*Problem to solve:* Across the listing below, how many lines have the word "Gardenie" in them? Provide only the number.
*-*-*
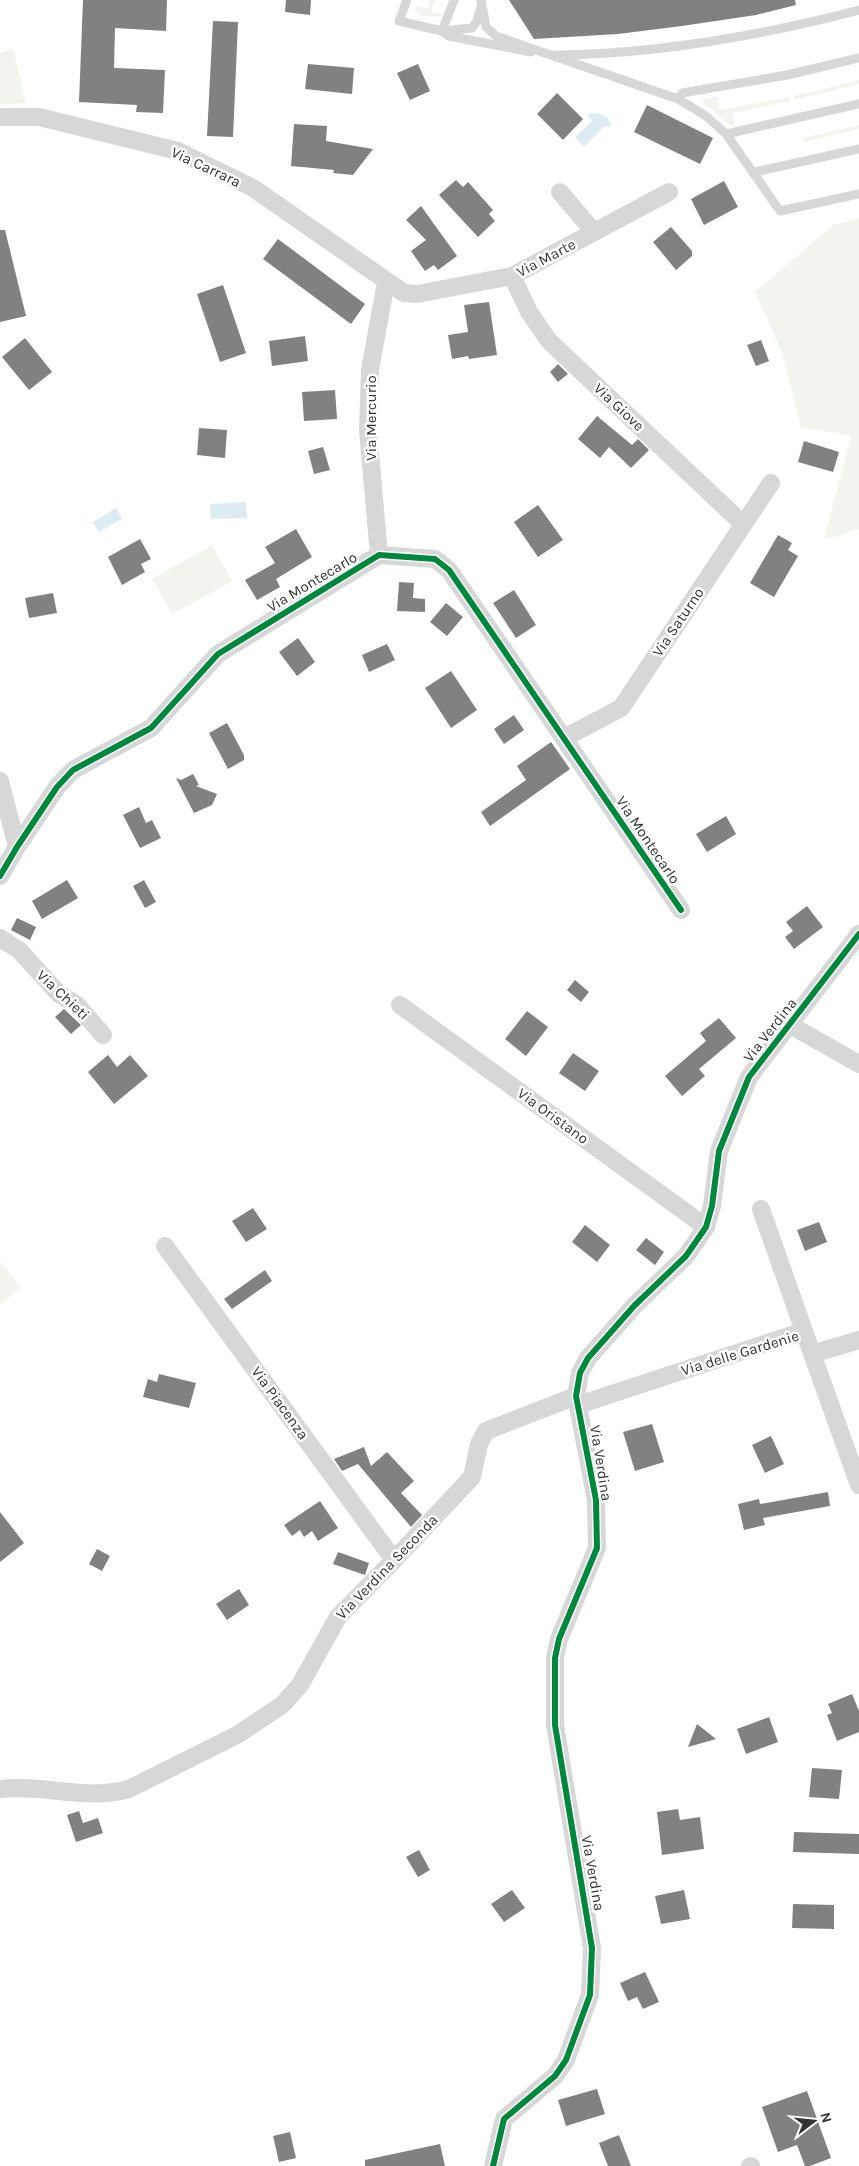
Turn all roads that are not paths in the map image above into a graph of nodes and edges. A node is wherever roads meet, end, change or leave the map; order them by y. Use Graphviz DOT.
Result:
graph roads {
  1 [pos="407,0"];
  2 [pos="454,0"];
  3 [pos="481,3"];
  4 [pos="859,10"];
  5 [pos="442,31"];
  6 [pos="550,55"];
  7 [pos="859,58"];
  8 [pos="678,99"];
  9 [pos="859,104"];
  10 [pos="0,117"];
  11 [pos="726,134"];
  12 [pos="859,149"];
  13 [pos="755,172"];
  14 [pos="560,192"];
  15 [pos="669,192"];
  16 [pos="859,194"];
  17 [pos="594,232"];
  18 [pos="512,276"];
  19 [pos="386,282"];
  20 [pos="771,483"];
  21 [pos="744,524"];
  22 [pos="379,556"];
  23 [pos="564,738"];
  24 [pos="0,781"];
  25 [pos="17,847"];
  26 [pos="0,876"];
  27 [pos="681,910"];
  28 [pos="859,934"];
  29 [pos="0,938"];
  30 [pos="400,1005"];
  31 [pos="790,1025"];
  32 [pos="103,1035"];
  33 [pos="859,1064"];
  34 [pos="761,1209"];
  35 [pos="706,1227"];
  36 [pos="166,1246"];
  37 [pos="804,1331"];
  38 [pos="859,1340"];
  39 [pos="812,1354"];
  40 [pos="577,1400"];
  41 [pos="859,1485"];
  42 [pos="394,1560"];
  43 [pos="0,1789"];
  44 [pos="493,2166"];
  1 -- 5 [label="lane"];
  2 -- 5 [label="lane"];
  3 -- 5 [label="lane"];
  3 -- 6 [label="lane"];
  4 -- 6 [label="lane"];
  5 -- 6 [label="lane"];
  6 -- 8 [label="lane"];
  7 -- 8 [label="lane"];
  8 -- 11 [label="lane"];
  9 -- 11 [label="lane"];
  10 -- 19 [label="street, Via Carrara"];
  11 -- 13 [label="lane"];
  12 -- 13 [label="lane"];
  13 -- 16 [label="lane"];
  14 -- 17 [label="street"];
  15 -- 17 [label="street, Via Marte"];
  17 -- 18 [label="street, Via Marte"];
  18 -- 19 [label="street, Via Marte"];
  18 -- 21 [label="street, Via Giove"];
  19 -- 22 [label="street, Via Mercurio"];
  20 -- 21 [label="street, Via Saturno"];
  21 -- 23 [label="street, Via Saturno"];
  22 -- 23 [label="street, Via Montecarlo"];
  22 -- 25 [label="street, Via Montecarlo"];
  23 -- 27 [label="street, Via Montecarlo"];
  24 -- 25 [label="street"];
  25 -- 26 [label="street, Via Montecarlo"];
  28 -- 31 [label="street, Via Verdina"];
  29 -- 32 [label="street, Via Chieti"];
  30 -- 35 [label="street, Via Oristano"];
  31 -- 33 [label="street"];
  31 -- 35 [label="street, Via Verdina"];
  34 -- 37 [label="street"];
  35 -- 40 [label="street, Via Verdina"];
  36 -- 42 [label="street, Via Piacenza"];
  37 -- 39 [label="street, Via delle Gardenie"];
  37 -- 40 [label="street, Via delle Gardenie"];
  38 -- 39 [label="street"];
  39 -- 41 [label="street, Via delle Gardenie"];
  40 -- 42 [label="street, Via Verdina Seconda"];
  40 -- 44 [label="street, Via Verdina"];
  42 -- 43 [label="street, Via Verdina Seconda"];
}
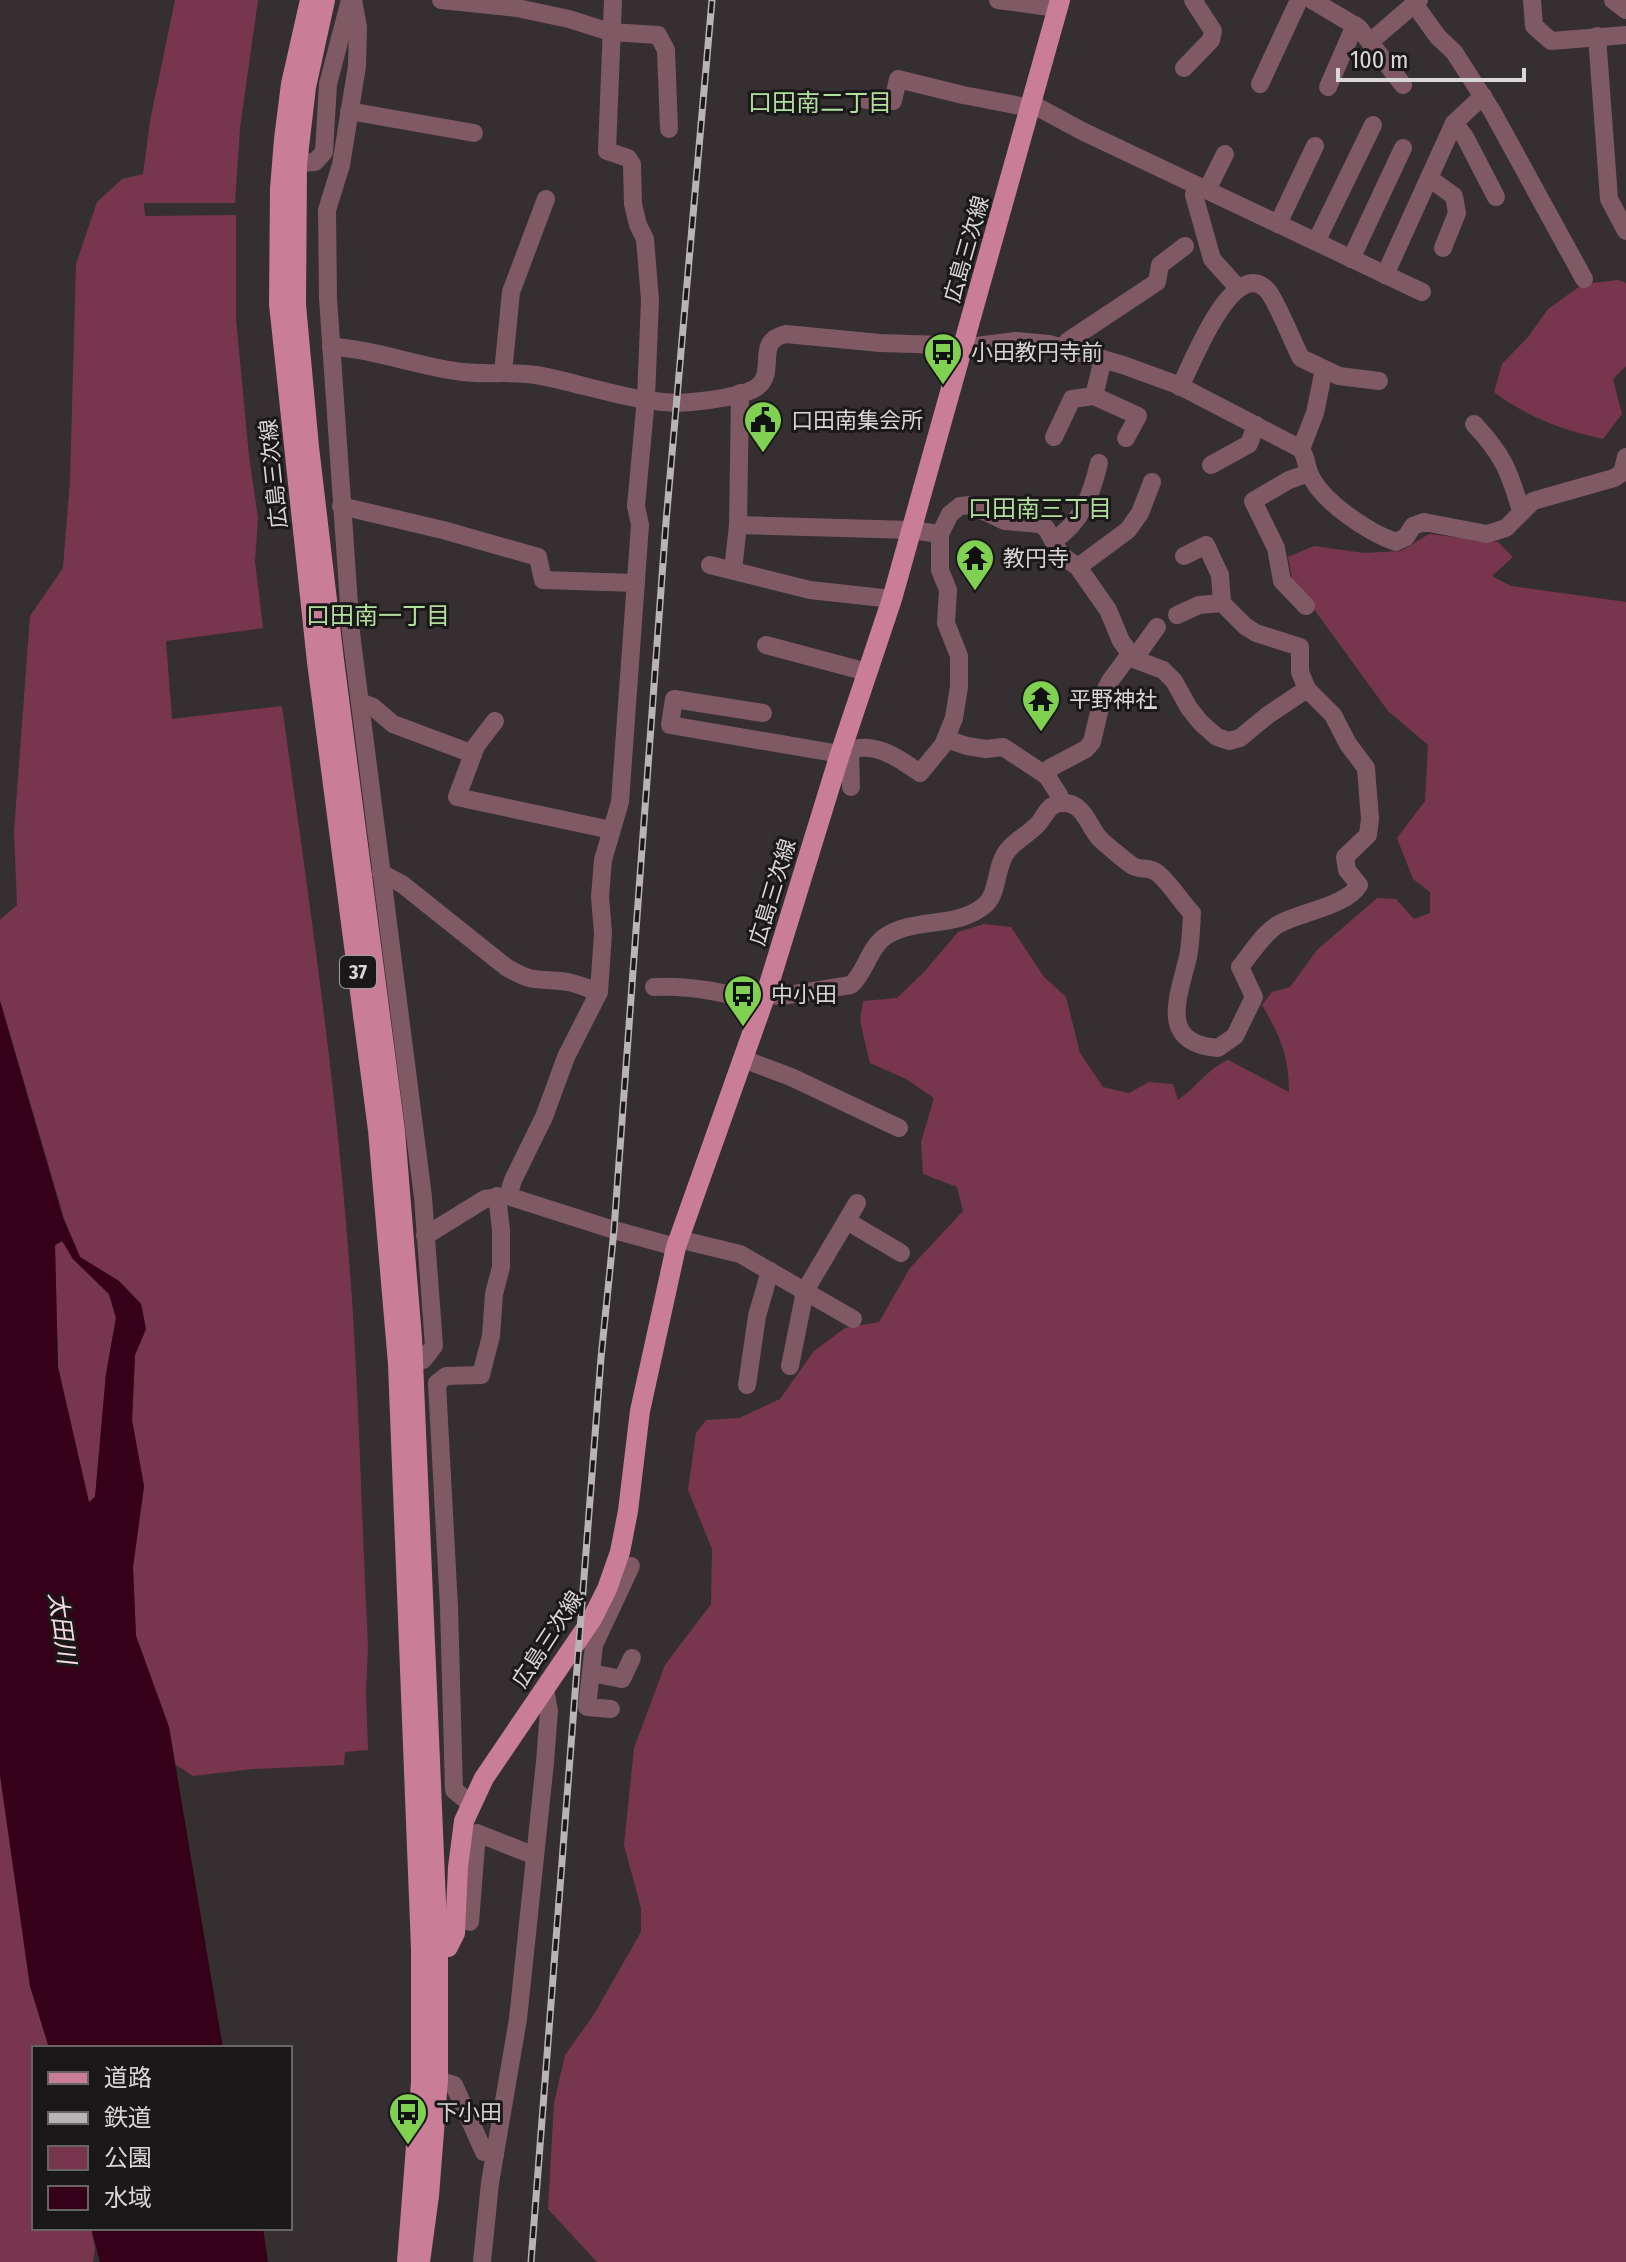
*-*-*
*Output below:* 3